Lines from the one containing "index mcp: (1253, 876)" to the end of the data below are to be restated exactly, with both ends included and nothing else.

• _Records to use_:
************

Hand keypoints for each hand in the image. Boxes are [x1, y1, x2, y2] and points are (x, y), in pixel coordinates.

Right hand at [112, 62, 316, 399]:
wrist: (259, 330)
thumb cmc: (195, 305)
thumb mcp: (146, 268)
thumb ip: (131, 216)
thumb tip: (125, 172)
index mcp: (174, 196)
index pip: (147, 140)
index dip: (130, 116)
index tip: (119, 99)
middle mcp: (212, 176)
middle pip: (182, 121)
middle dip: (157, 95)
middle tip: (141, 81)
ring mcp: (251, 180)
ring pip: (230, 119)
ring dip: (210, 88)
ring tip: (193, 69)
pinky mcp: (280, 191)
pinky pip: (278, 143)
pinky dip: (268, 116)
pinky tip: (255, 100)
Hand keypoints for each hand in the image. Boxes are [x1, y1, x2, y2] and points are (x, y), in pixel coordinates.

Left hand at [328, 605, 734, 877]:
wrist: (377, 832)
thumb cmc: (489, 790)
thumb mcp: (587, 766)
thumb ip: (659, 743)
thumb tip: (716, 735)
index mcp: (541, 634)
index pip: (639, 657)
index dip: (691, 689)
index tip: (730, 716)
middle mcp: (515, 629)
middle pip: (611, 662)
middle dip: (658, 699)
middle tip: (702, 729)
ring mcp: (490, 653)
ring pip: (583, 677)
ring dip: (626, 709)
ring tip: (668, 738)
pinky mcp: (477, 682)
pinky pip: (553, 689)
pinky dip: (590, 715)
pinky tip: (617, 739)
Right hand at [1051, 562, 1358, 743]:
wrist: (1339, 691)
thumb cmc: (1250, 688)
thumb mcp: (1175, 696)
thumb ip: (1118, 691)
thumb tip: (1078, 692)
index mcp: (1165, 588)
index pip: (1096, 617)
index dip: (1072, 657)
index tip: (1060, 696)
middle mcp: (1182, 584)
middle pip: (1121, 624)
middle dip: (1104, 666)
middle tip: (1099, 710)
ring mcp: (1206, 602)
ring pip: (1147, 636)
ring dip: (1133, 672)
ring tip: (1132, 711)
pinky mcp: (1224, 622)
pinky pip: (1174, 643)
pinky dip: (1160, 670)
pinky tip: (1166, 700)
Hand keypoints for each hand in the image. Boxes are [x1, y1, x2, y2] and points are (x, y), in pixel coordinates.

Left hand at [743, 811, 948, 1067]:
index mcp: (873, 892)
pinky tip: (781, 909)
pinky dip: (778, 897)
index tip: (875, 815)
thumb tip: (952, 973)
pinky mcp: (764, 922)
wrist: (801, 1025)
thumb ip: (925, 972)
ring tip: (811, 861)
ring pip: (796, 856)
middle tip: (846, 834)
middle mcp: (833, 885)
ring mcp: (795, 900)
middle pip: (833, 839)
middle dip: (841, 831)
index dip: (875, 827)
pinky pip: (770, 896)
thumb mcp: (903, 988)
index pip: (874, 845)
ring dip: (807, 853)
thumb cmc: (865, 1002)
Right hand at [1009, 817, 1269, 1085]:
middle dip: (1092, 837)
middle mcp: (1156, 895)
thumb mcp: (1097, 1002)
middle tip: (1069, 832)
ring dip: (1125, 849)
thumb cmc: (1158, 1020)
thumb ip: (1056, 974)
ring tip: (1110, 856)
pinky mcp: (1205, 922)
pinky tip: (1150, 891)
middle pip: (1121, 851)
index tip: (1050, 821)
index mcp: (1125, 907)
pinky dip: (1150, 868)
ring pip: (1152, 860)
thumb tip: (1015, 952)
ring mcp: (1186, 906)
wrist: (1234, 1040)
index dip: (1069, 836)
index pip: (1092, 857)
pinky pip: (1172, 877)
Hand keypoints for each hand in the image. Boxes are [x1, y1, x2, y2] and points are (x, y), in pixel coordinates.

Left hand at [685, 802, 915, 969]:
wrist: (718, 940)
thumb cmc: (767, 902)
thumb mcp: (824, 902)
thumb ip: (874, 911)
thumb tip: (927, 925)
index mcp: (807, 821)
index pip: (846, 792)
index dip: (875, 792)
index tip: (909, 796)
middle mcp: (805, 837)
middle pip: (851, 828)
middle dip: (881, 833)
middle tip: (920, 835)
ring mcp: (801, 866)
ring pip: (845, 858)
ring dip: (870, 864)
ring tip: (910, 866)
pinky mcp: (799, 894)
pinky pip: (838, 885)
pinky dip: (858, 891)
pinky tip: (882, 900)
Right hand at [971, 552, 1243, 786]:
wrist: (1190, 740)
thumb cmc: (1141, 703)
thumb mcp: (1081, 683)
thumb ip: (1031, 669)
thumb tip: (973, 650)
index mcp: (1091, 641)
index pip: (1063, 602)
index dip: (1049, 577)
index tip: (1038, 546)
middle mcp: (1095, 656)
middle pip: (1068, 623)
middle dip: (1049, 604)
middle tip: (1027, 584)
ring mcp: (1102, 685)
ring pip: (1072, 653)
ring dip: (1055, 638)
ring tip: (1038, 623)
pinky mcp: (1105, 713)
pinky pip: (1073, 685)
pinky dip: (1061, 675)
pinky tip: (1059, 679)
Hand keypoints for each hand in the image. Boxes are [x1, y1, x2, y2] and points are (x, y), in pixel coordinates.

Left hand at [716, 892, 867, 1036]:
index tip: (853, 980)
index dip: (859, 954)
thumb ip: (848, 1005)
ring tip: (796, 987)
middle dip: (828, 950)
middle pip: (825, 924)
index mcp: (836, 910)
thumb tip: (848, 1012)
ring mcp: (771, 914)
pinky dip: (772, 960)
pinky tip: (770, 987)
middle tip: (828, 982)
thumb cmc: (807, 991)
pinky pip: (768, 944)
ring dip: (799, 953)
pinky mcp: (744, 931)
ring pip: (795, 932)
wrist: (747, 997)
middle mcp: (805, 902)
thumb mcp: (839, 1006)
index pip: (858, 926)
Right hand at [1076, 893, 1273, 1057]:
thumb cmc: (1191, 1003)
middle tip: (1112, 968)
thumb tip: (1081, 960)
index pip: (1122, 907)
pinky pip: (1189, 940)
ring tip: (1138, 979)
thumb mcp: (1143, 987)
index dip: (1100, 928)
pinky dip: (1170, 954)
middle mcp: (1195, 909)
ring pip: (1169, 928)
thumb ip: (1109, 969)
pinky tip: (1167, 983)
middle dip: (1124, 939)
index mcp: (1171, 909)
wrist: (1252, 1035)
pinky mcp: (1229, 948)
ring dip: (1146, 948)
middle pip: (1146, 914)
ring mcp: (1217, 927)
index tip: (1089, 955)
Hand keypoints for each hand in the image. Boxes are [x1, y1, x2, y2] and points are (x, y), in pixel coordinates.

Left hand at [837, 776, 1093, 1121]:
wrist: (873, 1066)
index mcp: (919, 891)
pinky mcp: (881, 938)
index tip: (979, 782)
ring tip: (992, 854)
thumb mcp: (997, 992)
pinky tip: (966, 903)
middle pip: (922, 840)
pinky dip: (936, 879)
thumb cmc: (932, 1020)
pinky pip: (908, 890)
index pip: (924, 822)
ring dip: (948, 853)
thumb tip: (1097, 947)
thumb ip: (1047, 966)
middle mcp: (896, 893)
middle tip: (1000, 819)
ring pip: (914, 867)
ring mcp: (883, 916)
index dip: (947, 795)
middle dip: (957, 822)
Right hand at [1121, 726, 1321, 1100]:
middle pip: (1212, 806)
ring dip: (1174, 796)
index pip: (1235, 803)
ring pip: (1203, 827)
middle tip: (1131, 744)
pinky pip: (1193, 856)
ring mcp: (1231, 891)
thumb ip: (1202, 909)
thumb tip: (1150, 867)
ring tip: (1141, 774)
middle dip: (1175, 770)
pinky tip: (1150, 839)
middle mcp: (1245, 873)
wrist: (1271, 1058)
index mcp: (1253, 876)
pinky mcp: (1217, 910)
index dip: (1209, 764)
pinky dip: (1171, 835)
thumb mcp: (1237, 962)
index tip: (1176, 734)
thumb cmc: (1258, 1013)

************

• _Output of the task_:
index mcp: (1253, 876)
pinky mcp: (1217, 910)
index dip: (1209, 764)
pinky dip: (1171, 835)
thumb mcp: (1237, 962)
index tip: (1176, 734)
thumb cmc: (1258, 1013)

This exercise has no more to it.